Reputation: 4284
UPDATED WITH SOLUTION, see at bottom
Requirement:
Process a ZIP file in Java SE 6 that contains files with special characters in the file names. As the encoding (of the ZIP producer) is not UTF-8, special characters get encoded. Therefore I would like to correct special characters into their proper code.
Issue:
The ZIP contains a file called abcüabc.txt
.
The entry gets processed via java.util.zip.ZipEntry
and when printing out single characters I see these characters (bytes):
ü
gets encoded as
u
followed by a
¨
Question:
So I would like to know how I can replace that u¨
into ü
or maybe ue
:
What I already tried and did not work out:
name.replaceAll("u\\¨", "ue");
or
name.replaceAll("ü", "ue");
Original Source Code (not working):
InputStream is = new FileInputStream(new File("/Users/me/Desktop/test.zip"));
ZipInputStream zipStream = new ZipInputStream(is);
ZipEntry zipEntry = null;
while ((zipEntry = zipStream.getNextEntry()) != null) {
String name = zipEntry.getName(); // reading abcüabc.txt
System.out.println("pos 3: "+name.charAt(3));
System.out.println("pos 4: "+name.charAt(4));
System.out.println("is equal to ¨: "+Character.toString(name.charAt(4)).equals("¨"));
}
Output:
pos 3: u
pos 4:¨
is equal to ¨: false
Notes on my environment:
Zip produced under Mac OS X 10.6.8
Java SE 6: Java HotSpot(TM) 64-Bit Server VM (build 20.12-b01-434, mixed mode)
SOLUTION
Obviously, the ZIP producer (in my case Mac OSX) converts special characters into a decomposed format. So a ü
gets decomposed into u¨
.
While extracting the file names form the ZIP, we would like to convert back from the decomposed to the composed format, so we only have to insert a normalization into our source code from above:
InputStream is = new FileInputStream(new File("/Users/me/Desktop/test.zip"));
ZipInputStream zipStream = new ZipInputStream(is);
ZipEntry zipEntry = null;
while ((zipEntry = zipStream.getNextEntry()) != null) {
String name = zipEntry.getName(); // reading abcüabc.txt
System.out.println("pos 3: "+name.charAt(3));
System.out.println("pos 4: "+name.charAt(4));
System.out.println("contains ü: "+name.contains("ü"));
name = Normalizer.normalize(name, Form.NFC);
System.out.println("contains ü: "+name.contains("ü"));
}
Output:
pos 3: u
pos 4:¨
contains ü: false
contains ü: true
Upvotes: 1
Views: 3999
Reputation: 4307
You can use apache ant
solve the encoding problem.
Import org.apache.tools.zip.*
ZipFile zipFile = new ZipFile(fileName,"you encoding");// you encoding like utf-8
Enumeration emu = zipFile.getEntries();
while(emu.hasMoreElements()){
ZipEntry entry = (ZipEntry) emu.nextElement();
// do something
}
Ant project does not provide an online doc, here is another doc http://api.dpml.net/ant/1.7.0/
Upvotes: 0
Reputation: 140234
That's not a ¨
(U+00A8 DIAERESIS), but the U+0308 COMBINING DIAERESIS.
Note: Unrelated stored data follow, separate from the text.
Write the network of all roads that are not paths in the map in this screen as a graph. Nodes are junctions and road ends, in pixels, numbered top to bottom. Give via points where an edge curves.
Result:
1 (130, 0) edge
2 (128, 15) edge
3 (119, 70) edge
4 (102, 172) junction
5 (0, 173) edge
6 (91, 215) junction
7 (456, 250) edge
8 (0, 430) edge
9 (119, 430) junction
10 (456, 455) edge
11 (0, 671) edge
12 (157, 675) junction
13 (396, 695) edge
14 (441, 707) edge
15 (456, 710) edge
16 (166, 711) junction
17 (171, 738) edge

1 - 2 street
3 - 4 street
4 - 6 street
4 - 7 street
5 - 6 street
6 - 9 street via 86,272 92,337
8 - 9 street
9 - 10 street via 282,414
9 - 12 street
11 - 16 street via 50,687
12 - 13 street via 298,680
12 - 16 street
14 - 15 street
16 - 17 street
The character is splitted this way because Mac Os stores file names in the Normalization Form D, which Decomposes characters like this.
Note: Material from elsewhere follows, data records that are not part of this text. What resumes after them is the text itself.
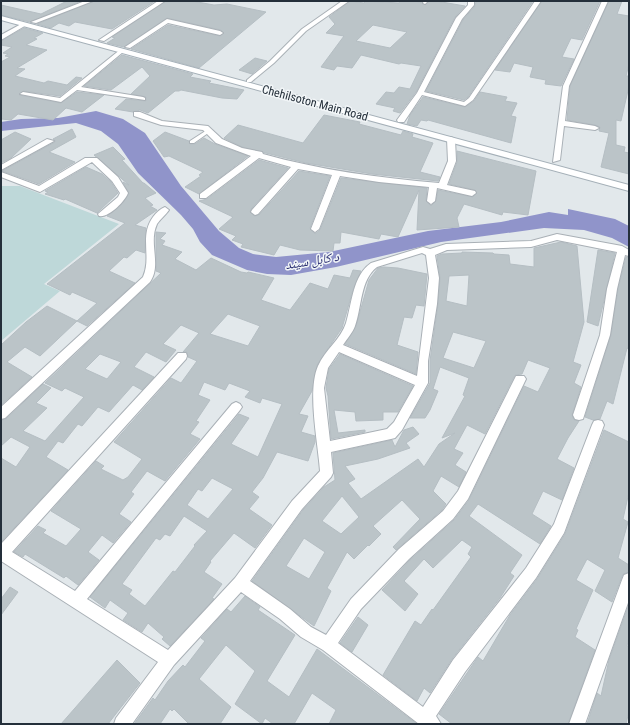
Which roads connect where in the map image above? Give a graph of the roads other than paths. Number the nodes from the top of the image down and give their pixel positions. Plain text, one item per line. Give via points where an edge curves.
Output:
1 (87, 1) edge
2 (162, 1) edge
3 (346, 1) edge
4 (471, 1) edge
5 (538, 1) edge
6 (605, 1) edge
7 (1, 13) edge
8 (1, 18) edge
9 (34, 22) junction
10 (25, 24) junction
11 (220, 33) dead end
12 (1, 38) edge
13 (105, 43) junction
14 (128, 48) junction
15 (121, 50) junction
16 (249, 81) junction
17 (76, 88) junction
18 (420, 92) junction
19 (23, 94) dead end
20 (143, 99) dead end
21 (137, 114) dead end
22 (401, 120) junction
23 (561, 122) junction
24 (595, 128) dead end
25 (209, 131) junction
26 (451, 139) junction
27 (50, 141) dead end
28 (192, 142) dead end
29 (259, 154) junction
30 (556, 160) junction
31 (296, 166) junction
32 (1, 168) edge
33 (337, 173) junction
34 (1, 174) edge
35 (629, 181) edge
36 (433, 186) junction
37 (442, 186) junction
38 (629, 188) edge
39 (472, 193) dead end
40 (204, 196) dead end
41 (431, 201) dead end
42 (165, 210) dead end
43 (255, 212) dead end
44 (102, 214) dead end
45 (315, 229) dead end
46 (625, 251) edge
47 (430, 252) junction
48 (336, 346) junction
49 (182, 356) dead end
50 (520, 379) dead end
51 (422, 383) junction
52 (236, 407) dead end
53 (1, 414) edge
54 (579, 416) dead end
55 (598, 425) dead end
56 (324, 448) junction
57 (1, 553) edge
58 (629, 580) edge
59 (240, 583) junction
60 (76, 601) junction
61 (328, 645) junction
62 (169, 660) junction
63 (429, 722) edge
64 (122, 724) edge
65 (577, 724) edge

1 - 9 street
2 - 13 street
3 - 16 street via 304,30
4 - 18 street via 471,5 459,18
5 - 18 street via 471,99 465,104
6 - 23 street via 566,86
7 - 9 street, Chehilsoton Main Road
8 - 10 street, Chehilsoton Main Road
9 - 13 street, Chehilsoton Main Road
10 - 12 street
10 - 13 street, Chehilsoton Main Road
11 - 14 street via 167,21
13 - 14 street, Chehilsoton Main Road
13 - 15 street, Chehilsoton Main Road
14 - 16 street, Chehilsoton Main Road
15 - 17 street
15 - 26 street, Chehilsoton Main Road
16 - 22 street, Chehilsoton Main Road
17 - 19 street via 61,100
17 - 20 street
18 - 22 street
21 - 25 street via 161,123 205,128
22 - 30 street, Chehilsoton Main Road
23 - 24 street
23 - 30 street
25 - 28 lane
25 - 29 street via 219,141 239,150
26 - 37 street via 452,161
26 - 38 street, Chehilsoton Main Road
27 - 32 street
29 - 31 street
29 - 40 street
30 - 35 street, Chehilsoton Main Road
31 - 33 street
31 - 43 street
33 - 36 street
33 - 45 street
34 - 44 street via 40,189 88,160 94,160 115,179 124,193 122,198
36 - 37 street
36 - 41 street
37 - 39 street
42 - 53 street via 156,218 151,231 148,246 151,261 149,278
46 - 47 street via 557,237 531,244 446,247
46 - 54 street via 612,289 605,334
47 - 48 street via 423,250 374,265 367,270 350,326
47 - 51 street via 434,278 422,361
48 - 51 street
48 - 56 street via 323,367 318,388
49 - 57 street
50 - 61 street via 463,494 448,515 404,554 356,604
51 - 56 street via 391,434
52 - 60 street
55 - 63 street via 559,528 530,573 459,666
56 - 59 street via 326,473 297,505
57 - 60 street
58 - 65 street
59 - 61 street via 306,632
59 - 62 street
60 - 62 street
61 - 63 street
62 - 64 street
You can compose it back like so:
String name = zipEntry.getName();
name = Normalizer.normalize(name, Form.NFC);
More about normalization forms
The difference between the diaeresises is how they modify or don't modify the previous base character:
System.out.println( "u" + (char)0xA8); //u¨
System.out.println( "u" + (char)0x0308); //ü
Upvotes: 3